Because I feel like there is a resurgence of a narrative that’s like, ‘Oh, punk was this white thing.’ But in a lot of spaces, punk was a very brown and Black thing, in LA or whatever, a very queer thing. But then, the white kids from Orange County came in and then took over. So I feel like it’s going back, I’m often seeing pictures and I’m just like, ‘Wow, that is a really brown audience.’ I think that the way it’s changed is for the better. There are more opportunities for them, for those voices to rise to the top.

When we talk about social isolation and alienation, it seems like your embrace of punk is related to these experiences.

Well, I think I was born into conflict with my identity. I’m mixed-race, born in the ’70s and I don’t think either of my parents were equipped or even thought about what it meant to raise a biracial person. And I think my identity is initially formed by some of those experiences, some of my identity is formed around poverty. Some of my identity is formed around witnessing abuse and divorce, and all of those things were a perfect recipe for me to enter into the punk scene.

And I think, when I was 12 and I was a skateboarder and I was hearing punk as a soundtrack for these skate videos, the anger, the angst resonated. Before that, I was a little kid listening to mall rap, Run D.M.C., The Fresh Prince and The Fat Boys. But in that middle school era when people started forming their identities largely around music, there was New Kids On The Block and Paula Abdul and Bobby Brown — that stuff just didn’t resonate with me in the way that the angst and anger of Black Flag or Wasted Youth or Descendents. That punk stuff was more tangible. And while I didn’t consciously know I was angry — I wasn’t a sad, depressed kid or wasn’t destructive or whatever — but I definitely had a lot to be angry about. And I think punk rock ended up being a very constructive avenue.

Do you have any thoughts on creativity and productivity, practical lessons for Black creatives?

Sometimes people point out that I’ve done all of these different mediums, and people say that, ‘You just do this thing and then you master it.’ And I would argue with them about mastery, but I will say that I’m not afraid to just do it myself.

If I decided I wanted to be an oil painter tomorrow, then I would just start oil painting. And I would know that it would suck. And I would also know that it would get better, but I don’t need permission. And I also don’t need it to be perfect right off the bat. That’s what I try to teach my own kid is just, don’t wait for anybody to say, ‘You can do this.’

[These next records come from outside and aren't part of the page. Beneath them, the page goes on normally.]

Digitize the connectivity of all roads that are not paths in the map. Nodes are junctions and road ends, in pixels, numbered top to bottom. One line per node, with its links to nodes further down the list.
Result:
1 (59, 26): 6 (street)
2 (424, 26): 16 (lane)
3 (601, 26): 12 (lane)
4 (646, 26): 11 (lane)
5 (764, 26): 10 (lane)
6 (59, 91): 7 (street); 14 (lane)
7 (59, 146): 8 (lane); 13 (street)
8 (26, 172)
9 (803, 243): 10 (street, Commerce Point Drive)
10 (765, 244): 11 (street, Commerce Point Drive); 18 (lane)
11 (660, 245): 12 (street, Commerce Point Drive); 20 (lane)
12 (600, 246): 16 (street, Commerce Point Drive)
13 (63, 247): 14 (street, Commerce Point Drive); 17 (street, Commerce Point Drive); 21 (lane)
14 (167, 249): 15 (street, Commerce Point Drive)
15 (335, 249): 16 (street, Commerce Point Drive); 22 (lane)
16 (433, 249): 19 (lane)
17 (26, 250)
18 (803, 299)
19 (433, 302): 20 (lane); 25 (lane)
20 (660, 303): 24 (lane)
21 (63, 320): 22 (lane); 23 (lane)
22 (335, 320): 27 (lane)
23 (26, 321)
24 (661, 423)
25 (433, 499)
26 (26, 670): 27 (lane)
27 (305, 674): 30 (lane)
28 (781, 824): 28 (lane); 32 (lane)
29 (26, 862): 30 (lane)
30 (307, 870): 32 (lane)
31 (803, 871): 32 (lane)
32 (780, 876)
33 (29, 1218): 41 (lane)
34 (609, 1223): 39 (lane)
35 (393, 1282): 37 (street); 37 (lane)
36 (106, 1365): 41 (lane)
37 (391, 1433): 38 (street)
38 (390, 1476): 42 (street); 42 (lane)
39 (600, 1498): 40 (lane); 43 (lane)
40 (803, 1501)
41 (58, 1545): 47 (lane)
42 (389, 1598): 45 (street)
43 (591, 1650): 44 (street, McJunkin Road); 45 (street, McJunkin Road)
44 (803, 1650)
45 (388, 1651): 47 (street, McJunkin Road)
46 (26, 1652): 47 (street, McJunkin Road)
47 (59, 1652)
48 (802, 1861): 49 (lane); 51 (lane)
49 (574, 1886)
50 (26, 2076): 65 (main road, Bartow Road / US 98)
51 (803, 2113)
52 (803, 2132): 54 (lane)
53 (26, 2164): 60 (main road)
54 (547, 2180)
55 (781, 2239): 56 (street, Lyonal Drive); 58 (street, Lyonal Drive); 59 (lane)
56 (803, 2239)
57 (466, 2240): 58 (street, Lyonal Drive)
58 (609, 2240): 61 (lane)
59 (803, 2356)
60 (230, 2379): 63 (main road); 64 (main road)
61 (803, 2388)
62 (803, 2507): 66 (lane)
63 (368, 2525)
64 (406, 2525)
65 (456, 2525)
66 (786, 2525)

Every project I’ve done successfully, whether it is making a film, being a tattoo artist, making this book, is that I do it every single day. It might be for an hour, it might be for six hours, but whatever it is, I’m doing it every day.

I think a part of it is also knowing what your limits are. I have a huge ego and I can’t even tell you how many fights to tears I’ve been in with my partner about writing or whether a face looks right or whatever, because she’s got skills that I don’t have. But at the end of the day, I have to go into these projects knowing that I don’t know everything and it’s not going to be perfect right away. I know enough to know that I’m just starting out. Yeah, I have Afro-Punk behind me — that doesn’t mean I can make a graphic novel. If I’m going in and I’m saying, ‘Hey, I can do this book. Here’s some half-baked drawings and here’s a script that needs work,’ they’re not going to believe that I can get to the end. After a ton of rejections, I was like, ‘They’re not ready. I’m not presenting them with something that they can see. That’s fine. It doesn’t mean it’s not going to be good.’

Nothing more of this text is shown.